# Exercise directions
Every word of the data must be reproduced in your reply exactly.
#### Data for the task ####
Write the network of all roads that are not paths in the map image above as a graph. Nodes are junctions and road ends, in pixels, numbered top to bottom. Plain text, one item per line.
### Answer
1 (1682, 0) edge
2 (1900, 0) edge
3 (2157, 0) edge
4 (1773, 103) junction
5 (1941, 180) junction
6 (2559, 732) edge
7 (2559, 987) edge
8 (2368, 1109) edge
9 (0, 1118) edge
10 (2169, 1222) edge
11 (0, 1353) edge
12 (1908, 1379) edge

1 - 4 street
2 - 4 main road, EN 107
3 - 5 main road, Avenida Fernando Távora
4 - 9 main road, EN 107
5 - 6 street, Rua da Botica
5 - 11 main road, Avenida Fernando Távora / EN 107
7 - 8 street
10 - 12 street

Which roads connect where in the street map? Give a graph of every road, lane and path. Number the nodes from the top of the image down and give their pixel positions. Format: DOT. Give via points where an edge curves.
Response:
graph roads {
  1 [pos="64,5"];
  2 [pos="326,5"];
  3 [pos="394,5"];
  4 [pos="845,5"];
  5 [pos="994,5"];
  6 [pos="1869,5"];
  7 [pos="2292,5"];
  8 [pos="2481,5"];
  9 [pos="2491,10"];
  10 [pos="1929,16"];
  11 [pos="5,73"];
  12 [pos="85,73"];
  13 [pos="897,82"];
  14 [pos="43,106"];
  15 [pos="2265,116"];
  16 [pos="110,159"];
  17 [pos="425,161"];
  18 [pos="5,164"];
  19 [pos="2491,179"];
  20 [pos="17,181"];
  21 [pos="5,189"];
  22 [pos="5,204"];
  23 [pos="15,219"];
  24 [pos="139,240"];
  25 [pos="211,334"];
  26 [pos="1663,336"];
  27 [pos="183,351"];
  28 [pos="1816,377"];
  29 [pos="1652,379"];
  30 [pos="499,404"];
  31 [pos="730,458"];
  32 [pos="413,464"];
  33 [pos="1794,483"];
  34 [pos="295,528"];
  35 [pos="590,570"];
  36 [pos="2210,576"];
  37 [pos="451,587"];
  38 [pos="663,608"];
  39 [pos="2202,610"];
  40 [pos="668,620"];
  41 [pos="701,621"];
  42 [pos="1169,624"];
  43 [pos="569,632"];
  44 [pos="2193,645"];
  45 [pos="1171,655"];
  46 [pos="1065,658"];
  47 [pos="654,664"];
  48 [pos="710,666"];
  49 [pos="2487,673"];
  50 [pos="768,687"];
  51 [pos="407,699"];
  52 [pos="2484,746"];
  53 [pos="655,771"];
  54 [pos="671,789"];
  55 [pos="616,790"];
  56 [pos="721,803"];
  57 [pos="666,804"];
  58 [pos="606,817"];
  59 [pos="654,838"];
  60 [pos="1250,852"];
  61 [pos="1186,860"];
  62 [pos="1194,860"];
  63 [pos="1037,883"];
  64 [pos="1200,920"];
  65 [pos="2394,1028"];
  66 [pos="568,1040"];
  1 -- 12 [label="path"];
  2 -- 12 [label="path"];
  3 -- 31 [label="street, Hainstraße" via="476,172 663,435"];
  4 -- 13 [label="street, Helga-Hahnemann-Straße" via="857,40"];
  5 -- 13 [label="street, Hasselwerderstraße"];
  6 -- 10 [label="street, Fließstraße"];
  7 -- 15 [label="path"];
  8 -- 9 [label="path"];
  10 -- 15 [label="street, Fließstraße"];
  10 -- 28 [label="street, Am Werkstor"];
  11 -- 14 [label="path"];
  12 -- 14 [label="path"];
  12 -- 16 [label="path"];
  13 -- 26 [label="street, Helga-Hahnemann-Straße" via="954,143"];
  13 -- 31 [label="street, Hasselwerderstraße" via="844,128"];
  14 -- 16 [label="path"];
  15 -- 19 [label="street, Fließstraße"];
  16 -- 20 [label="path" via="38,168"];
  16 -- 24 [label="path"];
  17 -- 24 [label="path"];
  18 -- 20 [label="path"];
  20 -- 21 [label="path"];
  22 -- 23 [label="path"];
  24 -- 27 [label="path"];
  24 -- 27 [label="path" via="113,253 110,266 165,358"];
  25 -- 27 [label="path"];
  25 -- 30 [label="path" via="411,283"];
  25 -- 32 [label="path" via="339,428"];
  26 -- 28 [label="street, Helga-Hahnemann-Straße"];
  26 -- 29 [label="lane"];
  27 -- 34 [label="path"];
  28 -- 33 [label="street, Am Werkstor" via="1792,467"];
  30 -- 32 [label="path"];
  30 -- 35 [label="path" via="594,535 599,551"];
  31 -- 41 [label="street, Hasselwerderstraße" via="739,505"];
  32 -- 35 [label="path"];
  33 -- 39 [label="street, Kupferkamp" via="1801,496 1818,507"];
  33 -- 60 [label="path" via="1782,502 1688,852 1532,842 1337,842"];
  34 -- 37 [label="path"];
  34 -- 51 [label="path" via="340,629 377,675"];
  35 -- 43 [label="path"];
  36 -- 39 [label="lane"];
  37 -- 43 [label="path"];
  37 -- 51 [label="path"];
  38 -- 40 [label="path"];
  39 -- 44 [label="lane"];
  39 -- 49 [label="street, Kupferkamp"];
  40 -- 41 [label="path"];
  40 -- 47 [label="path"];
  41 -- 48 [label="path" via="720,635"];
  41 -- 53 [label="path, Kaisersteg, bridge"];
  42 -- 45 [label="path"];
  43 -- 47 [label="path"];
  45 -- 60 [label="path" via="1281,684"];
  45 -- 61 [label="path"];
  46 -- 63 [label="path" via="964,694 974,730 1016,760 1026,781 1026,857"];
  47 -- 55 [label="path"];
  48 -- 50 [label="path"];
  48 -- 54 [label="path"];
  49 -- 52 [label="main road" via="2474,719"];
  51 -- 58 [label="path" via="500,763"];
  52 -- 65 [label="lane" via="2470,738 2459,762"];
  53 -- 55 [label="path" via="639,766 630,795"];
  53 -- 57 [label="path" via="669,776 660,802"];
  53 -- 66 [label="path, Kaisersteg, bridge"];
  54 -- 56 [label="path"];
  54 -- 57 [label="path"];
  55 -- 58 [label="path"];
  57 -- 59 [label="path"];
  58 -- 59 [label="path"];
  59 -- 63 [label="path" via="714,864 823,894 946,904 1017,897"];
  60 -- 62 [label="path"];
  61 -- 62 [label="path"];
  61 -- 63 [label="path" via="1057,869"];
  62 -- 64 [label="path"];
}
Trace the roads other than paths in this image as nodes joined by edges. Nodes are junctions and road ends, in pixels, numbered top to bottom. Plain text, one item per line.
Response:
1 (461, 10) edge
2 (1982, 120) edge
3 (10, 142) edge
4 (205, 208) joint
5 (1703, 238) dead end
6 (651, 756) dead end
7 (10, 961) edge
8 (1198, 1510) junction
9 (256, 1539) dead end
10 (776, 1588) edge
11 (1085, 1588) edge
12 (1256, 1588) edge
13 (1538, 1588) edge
####
# Task response
Write the network of all roads that are not paths in the map image above as a graph. Nodes are junctions and road ends, in pixels, numbered top to bottom. Plain text, one item per line.
### Answer
1 (1682, 0) edge
2 (1900, 0) edge
3 (2157, 0) edge
4 (1773, 103) junction
5 (1941, 180) junction
6 (2559, 732) edge
7 (2559, 987) edge
8 (2368, 1109) edge
9 (0, 1118) edge
10 (2169, 1222) edge
11 (0, 1353) edge
12 (1908, 1379) edge

1 - 4 street
2 - 4 main road, EN 107
3 - 5 main road, Avenida Fernando Távora
4 - 9 main road, EN 107
5 - 6 street, Rua da Botica
5 - 11 main road, Avenida Fernando Távora / EN 107
7 - 8 street
10 - 12 street

Which roads connect where in the street map? Give a graph of every road, lane and path. Number the nodes from the top of the image down and give their pixel positions. Format: DOT. Give via points where an edge curves.
Response:
graph roads {
  1 [pos="64,5"];
  2 [pos="326,5"];
  3 [pos="394,5"];
  4 [pos="845,5"];
  5 [pos="994,5"];
  6 [pos="1869,5"];
  7 [pos="2292,5"];
  8 [pos="2481,5"];
  9 [pos="2491,10"];
  10 [pos="1929,16"];
  11 [pos="5,73"];
  12 [pos="85,73"];
  13 [pos="897,82"];
  14 [pos="43,106"];
  15 [pos="2265,116"];
  16 [pos="110,159"];
  17 [pos="425,161"];
  18 [pos="5,164"];
  19 [pos="2491,179"];
  20 [pos="17,181"];
  21 [pos="5,189"];
  22 [pos="5,204"];
  23 [pos="15,219"];
  24 [pos="139,240"];
  25 [pos="211,334"];
  26 [pos="1663,336"];
  27 [pos="183,351"];
  28 [pos="1816,377"];
  29 [pos="1652,379"];
  30 [pos="499,404"];
  31 [pos="730,458"];
  32 [pos="413,464"];
  33 [pos="1794,483"];
  34 [pos="295,528"];
  35 [pos="590,570"];
  36 [pos="2210,576"];
  37 [pos="451,587"];
  38 [pos="663,608"];
  39 [pos="2202,610"];
  40 [pos="668,620"];
  41 [pos="701,621"];
  42 [pos="1169,624"];
  43 [pos="569,632"];
  44 [pos="2193,645"];
  45 [pos="1171,655"];
  46 [pos="1065,658"];
  47 [pos="654,664"];
  48 [pos="710,666"];
  49 [pos="2487,673"];
  50 [pos="768,687"];
  51 [pos="407,699"];
  52 [pos="2484,746"];
  53 [pos="655,771"];
  54 [pos="671,789"];
  55 [pos="616,790"];
  56 [pos="721,803"];
  57 [pos="666,804"];
  58 [pos="606,817"];
  59 [pos="654,838"];
  60 [pos="1250,852"];
  61 [pos="1186,860"];
  62 [pos="1194,860"];
  63 [pos="1037,883"];
  64 [pos="1200,920"];
  65 [pos="2394,1028"];
  66 [pos="568,1040"];
  1 -- 12 [label="path"];
  2 -- 12 [label="path"];
  3 -- 31 [label="street, Hainstraße" via="476,172 663,435"];
  4 -- 13 [label="street, Helga-Hahnemann-Straße" via="857,40"];
  5 -- 13 [label="street, Hasselwerderstraße"];
  6 -- 10 [label="street, Fließstraße"];
  7 -- 15 [label="path"];
  8 -- 9 [label="path"];
  10 -- 15 [label="street, Fließstraße"];
  10 -- 28 [label="street, Am Werkstor"];
  11 -- 14 [label="path"];
  12 -- 14 [label="path"];
  12 -- 16 [label="path"];
  13 -- 26 [label="street, Helga-Hahnemann-Straße" via="954,143"];
  13 -- 31 [label="street, Hasselwerderstraße" via="844,128"];
  14 -- 16 [label="path"];
  15 -- 19 [label="street, Fließstraße"];
  16 -- 20 [label="path" via="38,168"];
  16 -- 24 [label="path"];
  17 -- 24 [label="path"];
  18 -- 20 [label="path"];
  20 -- 21 [label="path"];
  22 -- 23 [label="path"];
  24 -- 27 [label="path"];
  24 -- 27 [label="path" via="113,253 110,266 165,358"];
  25 -- 27 [label="path"];
  25 -- 30 [label="path" via="411,283"];
  25 -- 32 [label="path" via="339,428"];
  26 -- 28 [label="street, Helga-Hahnemann-Straße"];
  26 -- 29 [label="lane"];
  27 -- 34 [label="path"];
  28 -- 33 [label="street, Am Werkstor" via="1792,467"];
  30 -- 32 [label="path"];
  30 -- 35 [label="path" via="594,535 599,551"];
  31 -- 41 [label="street, Hasselwerderstraße" via="739,505"];
  32 -- 35 [label="path"];
  33 -- 39 [label="street, Kupferkamp" via="1801,496 1818,507"];
  33 -- 60 [label="path" via="1782,502 1688,852 1532,842 1337,842"];
  34 -- 37 [label="path"];
  34 -- 51 [label="path" via="340,629 377,675"];
  35 -- 43 [label="path"];
  36 -- 39 [label="lane"];
  37 -- 43 [label="path"];
  37 -- 51 [label="path"];
  38 -- 40 [label="path"];
  39 -- 44 [label="lane"];
  39 -- 49 [label="street, Kupferkamp"];
  40 -- 41 [label="path"];
  40 -- 47 [label="path"];
  41 -- 48 [label="path" via="720,635"];
  41 -- 53 [label="path, Kaisersteg, bridge"];
  42 -- 45 [label="path"];
  43 -- 47 [label="path"];
  45 -- 60 [label="path" via="1281,684"];
  45 -- 61 [label="path"];
  46 -- 63 [label="path" via="964,694 974,730 1016,760 1026,781 1026,857"];
  47 -- 55 [label="path"];
  48 -- 50 [label="path"];
  48 -- 54 [label="path"];
  49 -- 52 [label="main road" via="2474,719"];
  51 -- 58 [label="path" via="500,763"];
  52 -- 65 [label="lane" via="2470,738 2459,762"];
  53 -- 55 [label="path" via="639,766 630,795"];
  53 -- 57 [label="path" via="669,776 660,802"];
  53 -- 66 [label="path, Kaisersteg, bridge"];
  54 -- 56 [label="path"];
  54 -- 57 [label="path"];
  55 -- 58 [label="path"];
  57 -- 59 [label="path"];
  58 -- 59 [label="path"];
  59 -- 63 [label="path" via="714,864 823,894 946,904 1017,897"];
  60 -- 62 [label="path"];
  61 -- 62 [label="path"];
  61 -- 63 [label="path" via="1057,869"];
  62 -- 64 [label="path"];
}
Trace the roads other than paths in this image as nodes joined by edges. Nodes are junctions and road ends, in pixels, numbered top to bottom. Plain text, one item per line.
Response:
1 (461, 10) edge
2 (1982, 120) edge
3 (10, 142) edge
4 (205, 208) joint
5 (1703, 238) dead end
6 (651, 756) dead end
7 (10, 961) edge
8 (1198, 1510) junction
9 (256, 1539) dead end
10 (776, 1588) edge
11 (1085, 1588) edge
12 (1256, 1588) edge
13 (1538, 1588) edge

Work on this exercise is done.